We're Getting a Rare Front Row View of a Black Hole Ripping a Star Apart
And it's ejecting a beam of light almost directly toward us
Hiya!
A black hole shooting a laser beam in Earth’s direction sounds like something straight out of a sci-fi movie. Yet that’s precisely what’s happening in real life. I feel like I shouldn’t be surprised, considering everything else happening over the last few years. Thankfully, at least, it isn’t posing any threat, but it is setting some new records.
The Jist
It all started on a mountaintop in California when astronomers at the Zwicky Transient Facility (ZTF) were forced to shut down a super-fancy astronomical camera because it glitched for several days. Then, by a stroke of luck or fate or mere coincidence, the night the astronomers decided to turn the camera back on, they just happened to spot a spectacular blast of energy and light never seen before.
This discovery spurred the ZTF astronomers to work day and night and through the weekends until the camera was fixed — and when they finally got it working again, the light was still there.
A team of ZTF astronomers led by Igor Andreoni, an astronomer at the University of Maryland, and Michael Coughlin, an astronomer at the University of Minnesota, found that light is actually a massively powerful energy beam (like a laser) likely created by the destruction of a star as its being devoured by a black hole billions of light-years away.
The Details
The fact that a black hole rips apart stars that venture too close to its event horizon surprises no one. In fact, phenomena such as this have a name — total disruption event (TDE). But the blast, AT2022cmc, differed in a couple of ways from any TDE observed by astronomers anywhere before.
Andreoni and Coughlin published their findings, in the journal Nature, on November 30, 2022, announcing AT2022cmc marks the first time astronomers have seen a TDE using visible light — which they only saw because the jet is pointed in our direction — rather than x-rays or gamma rays, which experts detected before.
Their discovery may or may not relate to another study published the same day in Nature Astronomy by astrophysicist Dheeraj Pasham and his team of researchers at the Kavli Institute for Astrophysics and Space Research, Massachusetts Institute of Technology. Pasham and his team showed that the AT2022cmc blast set a new record for the furthest astronomers have seen a TDE travel.

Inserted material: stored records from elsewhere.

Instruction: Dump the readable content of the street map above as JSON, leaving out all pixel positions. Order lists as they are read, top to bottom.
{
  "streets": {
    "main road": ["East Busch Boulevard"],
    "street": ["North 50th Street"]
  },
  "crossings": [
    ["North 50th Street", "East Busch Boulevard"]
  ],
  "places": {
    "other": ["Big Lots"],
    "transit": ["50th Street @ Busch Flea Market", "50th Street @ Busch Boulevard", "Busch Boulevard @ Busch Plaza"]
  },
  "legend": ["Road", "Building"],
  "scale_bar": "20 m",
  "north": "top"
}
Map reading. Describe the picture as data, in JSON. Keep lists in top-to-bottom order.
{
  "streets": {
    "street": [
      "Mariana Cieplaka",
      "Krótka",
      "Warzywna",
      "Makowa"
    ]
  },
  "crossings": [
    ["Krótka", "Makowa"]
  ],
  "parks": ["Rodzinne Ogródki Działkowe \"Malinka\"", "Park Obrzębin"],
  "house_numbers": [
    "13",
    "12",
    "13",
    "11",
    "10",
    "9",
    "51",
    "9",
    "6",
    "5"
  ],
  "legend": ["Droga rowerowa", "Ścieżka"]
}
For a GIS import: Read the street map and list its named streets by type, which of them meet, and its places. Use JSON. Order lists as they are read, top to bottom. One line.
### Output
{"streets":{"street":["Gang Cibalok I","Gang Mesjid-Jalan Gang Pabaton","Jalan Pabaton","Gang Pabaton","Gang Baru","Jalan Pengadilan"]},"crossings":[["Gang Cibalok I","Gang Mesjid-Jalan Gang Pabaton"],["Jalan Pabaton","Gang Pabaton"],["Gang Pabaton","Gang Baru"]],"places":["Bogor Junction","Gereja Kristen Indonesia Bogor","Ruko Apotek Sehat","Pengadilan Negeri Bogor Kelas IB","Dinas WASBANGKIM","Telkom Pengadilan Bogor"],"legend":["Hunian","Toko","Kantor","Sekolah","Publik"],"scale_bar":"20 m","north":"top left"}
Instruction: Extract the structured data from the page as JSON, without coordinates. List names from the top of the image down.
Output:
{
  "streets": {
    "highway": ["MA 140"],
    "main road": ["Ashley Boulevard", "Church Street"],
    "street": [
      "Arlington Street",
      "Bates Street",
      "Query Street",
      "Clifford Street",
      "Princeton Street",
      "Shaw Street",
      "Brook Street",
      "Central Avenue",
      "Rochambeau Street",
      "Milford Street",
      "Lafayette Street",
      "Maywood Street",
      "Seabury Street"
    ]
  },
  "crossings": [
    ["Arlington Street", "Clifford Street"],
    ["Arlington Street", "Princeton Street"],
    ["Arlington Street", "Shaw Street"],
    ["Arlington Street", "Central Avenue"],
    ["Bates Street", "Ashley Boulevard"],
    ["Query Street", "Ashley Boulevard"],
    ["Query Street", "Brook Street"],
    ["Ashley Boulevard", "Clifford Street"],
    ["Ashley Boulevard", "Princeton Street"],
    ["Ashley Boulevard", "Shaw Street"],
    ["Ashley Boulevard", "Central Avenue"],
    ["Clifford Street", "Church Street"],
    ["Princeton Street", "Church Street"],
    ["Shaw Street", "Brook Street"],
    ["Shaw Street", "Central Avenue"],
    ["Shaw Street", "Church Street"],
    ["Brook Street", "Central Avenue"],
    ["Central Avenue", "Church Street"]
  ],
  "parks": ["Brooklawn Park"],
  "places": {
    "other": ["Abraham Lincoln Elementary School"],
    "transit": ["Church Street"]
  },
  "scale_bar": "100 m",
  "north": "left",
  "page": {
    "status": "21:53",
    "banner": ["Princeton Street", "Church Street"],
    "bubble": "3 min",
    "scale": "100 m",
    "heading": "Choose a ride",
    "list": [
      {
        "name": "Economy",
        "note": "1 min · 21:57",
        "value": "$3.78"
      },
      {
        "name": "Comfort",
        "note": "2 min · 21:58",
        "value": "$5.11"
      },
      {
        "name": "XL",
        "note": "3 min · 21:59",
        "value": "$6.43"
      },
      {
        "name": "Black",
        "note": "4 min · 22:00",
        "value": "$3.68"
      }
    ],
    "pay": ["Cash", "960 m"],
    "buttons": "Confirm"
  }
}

When the astronomers at the European Southern Observatory’s Very Large Telescope (VLT) heard about the light, they quickly turned their scope toward it and saw that the light emanating from AT2022cmc began “its journey when the universe was about one-third of its current age.”
Perspective Shift
While we still have no idea what happens beyond a black hole’s event horizon, we are learning quite a bit recently about its external workings. I’ve written a few articles about discoveries related to black holes — including their filaments, the black hole paradox, dormant black holes, and possible links between black holes and entanglement.
Plus, I recently wrote about a new theory of what might create the gravitational field of a black hole — a solution that could entirely alter our understanding of gravity. And now we have the discovery we discussed today to add to our growing pile of knowledge. Just imagine what we’ll learn next.